:: Required action ::
Restate the listing exactly.

:: Input material ::
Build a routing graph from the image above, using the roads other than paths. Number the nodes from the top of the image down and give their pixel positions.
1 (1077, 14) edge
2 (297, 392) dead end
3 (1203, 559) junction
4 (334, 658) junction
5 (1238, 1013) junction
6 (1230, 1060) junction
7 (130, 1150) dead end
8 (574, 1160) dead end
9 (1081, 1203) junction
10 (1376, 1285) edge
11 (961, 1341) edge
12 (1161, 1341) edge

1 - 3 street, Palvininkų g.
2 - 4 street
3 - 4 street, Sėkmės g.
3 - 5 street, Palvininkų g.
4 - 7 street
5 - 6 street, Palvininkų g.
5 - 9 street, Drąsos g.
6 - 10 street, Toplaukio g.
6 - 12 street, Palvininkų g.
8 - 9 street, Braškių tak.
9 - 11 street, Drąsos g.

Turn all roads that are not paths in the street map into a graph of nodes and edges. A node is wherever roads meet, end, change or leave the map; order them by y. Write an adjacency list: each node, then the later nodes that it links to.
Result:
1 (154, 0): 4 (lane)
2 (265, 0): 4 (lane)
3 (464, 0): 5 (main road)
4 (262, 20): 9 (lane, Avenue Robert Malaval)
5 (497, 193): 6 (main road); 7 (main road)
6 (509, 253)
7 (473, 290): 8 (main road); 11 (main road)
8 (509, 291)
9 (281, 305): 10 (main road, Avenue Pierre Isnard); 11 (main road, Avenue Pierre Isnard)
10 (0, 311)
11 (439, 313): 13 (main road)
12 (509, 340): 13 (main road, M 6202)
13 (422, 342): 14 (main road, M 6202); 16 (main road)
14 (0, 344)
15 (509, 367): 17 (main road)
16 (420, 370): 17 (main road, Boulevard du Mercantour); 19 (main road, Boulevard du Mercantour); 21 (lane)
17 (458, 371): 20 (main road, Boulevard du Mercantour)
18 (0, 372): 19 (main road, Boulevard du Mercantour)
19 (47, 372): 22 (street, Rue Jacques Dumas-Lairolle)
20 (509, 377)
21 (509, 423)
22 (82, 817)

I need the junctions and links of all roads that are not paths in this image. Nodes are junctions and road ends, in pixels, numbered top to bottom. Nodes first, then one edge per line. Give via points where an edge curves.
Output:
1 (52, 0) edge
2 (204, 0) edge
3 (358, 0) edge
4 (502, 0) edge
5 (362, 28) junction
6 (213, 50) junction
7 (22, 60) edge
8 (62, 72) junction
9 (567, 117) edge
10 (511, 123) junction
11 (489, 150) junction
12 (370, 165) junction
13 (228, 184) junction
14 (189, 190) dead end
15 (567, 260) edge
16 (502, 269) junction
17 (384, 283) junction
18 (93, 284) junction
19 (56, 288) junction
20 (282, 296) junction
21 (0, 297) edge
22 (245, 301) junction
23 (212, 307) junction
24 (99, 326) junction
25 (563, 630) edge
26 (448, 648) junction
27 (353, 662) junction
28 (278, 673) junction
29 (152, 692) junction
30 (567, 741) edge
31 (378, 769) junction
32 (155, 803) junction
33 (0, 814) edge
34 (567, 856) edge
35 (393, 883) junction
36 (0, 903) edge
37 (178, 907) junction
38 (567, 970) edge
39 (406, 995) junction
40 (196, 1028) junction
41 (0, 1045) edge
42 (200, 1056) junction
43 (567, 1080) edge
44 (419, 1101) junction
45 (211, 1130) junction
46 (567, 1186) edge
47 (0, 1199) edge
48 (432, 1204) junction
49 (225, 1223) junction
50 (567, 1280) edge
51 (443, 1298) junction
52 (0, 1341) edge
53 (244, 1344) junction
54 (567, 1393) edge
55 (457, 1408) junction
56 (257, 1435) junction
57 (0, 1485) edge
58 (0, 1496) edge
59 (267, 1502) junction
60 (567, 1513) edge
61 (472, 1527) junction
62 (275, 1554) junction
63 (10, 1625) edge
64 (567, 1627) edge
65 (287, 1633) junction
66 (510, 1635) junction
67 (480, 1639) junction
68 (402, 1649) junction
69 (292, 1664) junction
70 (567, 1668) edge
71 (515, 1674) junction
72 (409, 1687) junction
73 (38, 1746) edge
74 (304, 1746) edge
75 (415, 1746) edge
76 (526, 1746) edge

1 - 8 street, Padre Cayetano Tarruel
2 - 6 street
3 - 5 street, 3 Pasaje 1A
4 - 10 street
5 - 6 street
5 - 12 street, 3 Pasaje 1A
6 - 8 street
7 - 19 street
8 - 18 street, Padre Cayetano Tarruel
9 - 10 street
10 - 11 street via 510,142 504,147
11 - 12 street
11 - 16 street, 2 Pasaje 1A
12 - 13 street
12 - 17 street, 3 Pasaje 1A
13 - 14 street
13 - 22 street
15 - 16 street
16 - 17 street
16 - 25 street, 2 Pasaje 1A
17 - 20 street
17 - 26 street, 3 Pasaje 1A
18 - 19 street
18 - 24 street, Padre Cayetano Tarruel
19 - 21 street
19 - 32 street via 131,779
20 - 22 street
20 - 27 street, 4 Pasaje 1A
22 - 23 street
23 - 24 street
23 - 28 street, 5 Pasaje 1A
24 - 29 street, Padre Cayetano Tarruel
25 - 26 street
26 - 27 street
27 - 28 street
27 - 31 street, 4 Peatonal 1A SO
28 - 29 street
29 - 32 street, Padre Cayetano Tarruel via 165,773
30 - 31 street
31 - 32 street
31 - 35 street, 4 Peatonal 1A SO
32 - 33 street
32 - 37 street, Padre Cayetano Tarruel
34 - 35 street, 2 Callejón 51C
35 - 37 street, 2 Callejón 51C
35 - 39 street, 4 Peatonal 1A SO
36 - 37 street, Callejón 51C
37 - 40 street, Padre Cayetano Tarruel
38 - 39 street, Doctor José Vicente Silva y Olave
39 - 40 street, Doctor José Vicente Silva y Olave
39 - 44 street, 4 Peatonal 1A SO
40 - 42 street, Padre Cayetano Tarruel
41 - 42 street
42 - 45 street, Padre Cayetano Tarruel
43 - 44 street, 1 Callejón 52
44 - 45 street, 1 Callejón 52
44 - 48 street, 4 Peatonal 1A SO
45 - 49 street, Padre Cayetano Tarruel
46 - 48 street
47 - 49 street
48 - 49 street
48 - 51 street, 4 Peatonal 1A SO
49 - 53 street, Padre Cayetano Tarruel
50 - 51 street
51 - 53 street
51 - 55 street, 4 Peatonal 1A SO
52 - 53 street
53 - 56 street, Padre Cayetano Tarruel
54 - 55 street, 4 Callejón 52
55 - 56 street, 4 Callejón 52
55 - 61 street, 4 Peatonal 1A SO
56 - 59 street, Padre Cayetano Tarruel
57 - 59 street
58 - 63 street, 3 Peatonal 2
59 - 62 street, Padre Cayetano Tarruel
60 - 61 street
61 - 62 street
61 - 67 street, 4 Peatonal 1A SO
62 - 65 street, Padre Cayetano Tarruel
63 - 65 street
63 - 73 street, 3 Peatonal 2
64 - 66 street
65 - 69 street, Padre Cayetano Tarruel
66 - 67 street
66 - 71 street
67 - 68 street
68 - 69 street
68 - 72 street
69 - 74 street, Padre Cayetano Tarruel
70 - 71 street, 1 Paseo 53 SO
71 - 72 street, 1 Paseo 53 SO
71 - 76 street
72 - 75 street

:: Solved exercise ::
Build a routing graph from the image above, using the roads other than paths. Number the nodes from the top of the image down and give their pixel positions.
1 (1077, 14) edge
2 (297, 392) dead end
3 (1203, 559) junction
4 (334, 658) junction
5 (1238, 1013) junction
6 (1230, 1060) junction
7 (130, 1150) dead end
8 (574, 1160) dead end
9 (1081, 1203) junction
10 (1376, 1285) edge
11 (961, 1341) edge
12 (1161, 1341) edge

1 - 3 street, Palvininkų g.
2 - 4 street
3 - 4 street, Sėkmės g.
3 - 5 street, Palvininkų g.
4 - 7 street
5 - 6 street, Palvininkų g.
5 - 9 street, Drąsos g.
6 - 10 street, Toplaukio g.
6 - 12 street, Palvininkų g.
8 - 9 street, Braškių tak.
9 - 11 street, Drąsos g.

Turn all roads that are not paths in the street map into a graph of nodes and edges. A node is wherever roads meet, end, change or leave the map; order them by y. Write an adjacency list: each node, then the later nodes that it links to.
Result:
1 (154, 0): 4 (lane)
2 (265, 0): 4 (lane)
3 (464, 0): 5 (main road)
4 (262, 20): 9 (lane, Avenue Robert Malaval)
5 (497, 193): 6 (main road); 7 (main road)
6 (509, 253)
7 (473, 290): 8 (main road); 11 (main road)
8 (509, 291)
9 (281, 305): 10 (main road, Avenue Pierre Isnard); 11 (main road, Avenue Pierre Isnard)
10 (0, 311)
11 (439, 313): 13 (main road)
12 (509, 340): 13 (main road, M 6202)
13 (422, 342): 14 (main road, M 6202); 16 (main road)
14 (0, 344)
15 (509, 367): 17 (main road)
16 (420, 370): 17 (main road, Boulevard du Mercantour); 19 (main road, Boulevard du Mercantour); 21 (lane)
17 (458, 371): 20 (main road, Boulevard du Mercantour)
18 (0, 372): 19 (main road, Boulevard du Mercantour)
19 (47, 372): 22 (street, Rue Jacques Dumas-Lairolle)
20 (509, 377)
21 (509, 423)
22 (82, 817)

I need the junctions and links of all roads that are not paths in this image. Nodes are junctions and road ends, in pixels, numbered top to bottom. Nodes first, then one edge per line. Give via points where an edge curves.
Output:
1 (52, 0) edge
2 (204, 0) edge
3 (358, 0) edge
4 (502, 0) edge
5 (362, 28) junction
6 (213, 50) junction
7 (22, 60) edge
8 (62, 72) junction
9 (567, 117) edge
10 (511, 123) junction
11 (489, 150) junction
12 (370, 165) junction
13 (228, 184) junction
14 (189, 190) dead end
15 (567, 260) edge
16 (502, 269) junction
17 (384, 283) junction
18 (93, 284) junction
19 (56, 288) junction
20 (282, 296) junction
21 (0, 297) edge
22 (245, 301) junction
23 (212, 307) junction
24 (99, 326) junction
25 (563, 630) edge
26 (448, 648) junction
27 (353, 662) junction
28 (278, 673) junction
29 (152, 692) junction
30 (567, 741) edge
31 (378, 769) junction
32 (155, 803) junction
33 (0, 814) edge
34 (567, 856) edge
35 (393, 883) junction
36 (0, 903) edge
37 (178, 907) junction
38 (567, 970) edge
39 (406, 995) junction
40 (196, 1028) junction
41 (0, 1045) edge
42 (200, 1056) junction
43 (567, 1080) edge
44 (419, 1101) junction
45 (211, 1130) junction
46 (567, 1186) edge
47 (0, 1199) edge
48 (432, 1204) junction
49 (225, 1223) junction
50 (567, 1280) edge
51 (443, 1298) junction
52 (0, 1341) edge
53 (244, 1344) junction
54 (567, 1393) edge
55 (457, 1408) junction
56 (257, 1435) junction
57 (0, 1485) edge
58 (0, 1496) edge
59 (267, 1502) junction
60 (567, 1513) edge
61 (472, 1527) junction
62 (275, 1554) junction
63 (10, 1625) edge
64 (567, 1627) edge
65 (287, 1633) junction
66 (510, 1635) junction
67 (480, 1639) junction
68 (402, 1649) junction
69 (292, 1664) junction
70 (567, 1668) edge
71 (515, 1674) junction
72 (409, 1687) junction
73 (38, 1746) edge
74 (304, 1746) edge
75 (415, 1746) edge
76 (526, 1746) edge

1 - 8 street, Padre Cayetano Tarruel
2 - 6 street
3 - 5 street, 3 Pasaje 1A
4 - 10 street
5 - 6 street
5 - 12 street, 3 Pasaje 1A
6 - 8 street
7 - 19 street
8 - 18 street, Padre Cayetano Tarruel
9 - 10 street
10 - 11 street via 510,142 504,147
11 - 12 street
11 - 16 street, 2 Pasaje 1A
12 - 13 street
12 - 17 street, 3 Pasaje 1A
13 - 14 street
13 - 22 street
15 - 16 street
16 - 17 street
16 - 25 street, 2 Pasaje 1A
17 - 20 street
17 - 26 street, 3 Pasaje 1A
18 - 19 street
18 - 24 street, Padre Cayetano Tarruel
19 - 21 street
19 - 32 street via 131,779
20 - 22 street
20 - 27 street, 4 Pasaje 1A
22 - 23 street
23 - 24 street
23 - 28 street, 5 Pasaje 1A
24 - 29 street, Padre Cayetano Tarruel
25 - 26 street
26 - 27 street
27 - 28 street
27 - 31 street, 4 Peatonal 1A SO
28 - 29 street
29 - 32 street, Padre Cayetano Tarruel via 165,773
30 - 31 street
31 - 32 street
31 - 35 street, 4 Peatonal 1A SO
32 - 33 street
32 - 37 street, Padre Cayetano Tarruel
34 - 35 street, 2 Callejón 51C
35 - 37 street, 2 Callejón 51C
35 - 39 street, 4 Peatonal 1A SO
36 - 37 street, Callejón 51C
37 - 40 street, Padre Cayetano Tarruel
38 - 39 street, Doctor José Vicente Silva y Olave
39 - 40 street, Doctor José Vicente Silva y Olave
39 - 44 street, 4 Peatonal 1A SO
40 - 42 street, Padre Cayetano Tarruel
41 - 42 street
42 - 45 street, Padre Cayetano Tarruel
43 - 44 street, 1 Callejón 52
44 - 45 street, 1 Callejón 52
44 - 48 street, 4 Peatonal 1A SO
45 - 49 street, Padre Cayetano Tarruel
46 - 48 street
47 - 49 street
48 - 49 street
48 - 51 street, 4 Peatonal 1A SO
49 - 53 street, Padre Cayetano Tarruel
50 - 51 street
51 - 53 street
51 - 55 street, 4 Peatonal 1A SO
52 - 53 street
53 - 56 street, Padre Cayetano Tarruel
54 - 55 street, 4 Callejón 52
55 - 56 street, 4 Callejón 52
55 - 61 street, 4 Peatonal 1A SO
56 - 59 street, Padre Cayetano Tarruel
57 - 59 street
58 - 63 street, 3 Peatonal 2
59 - 62 street, Padre Cayetano Tarruel
60 - 61 street
61 - 62 street
61 - 67 street, 4 Peatonal 1A SO
62 - 65 street, Padre Cayetano Tarruel
63 - 65 street
63 - 73 street, 3 Peatonal 2
64 - 66 street
65 - 69 street, Padre Cayetano Tarruel
66 - 67 street
66 - 71 street
67 - 68 street
68 - 69 street
68 - 72 street
69 - 74 street, Padre Cayetano Tarruel
70 - 71 street, 1 Paseo 53 SO
71 - 72 street, 1 Paseo 53 SO
71 - 76 street
72 - 75 street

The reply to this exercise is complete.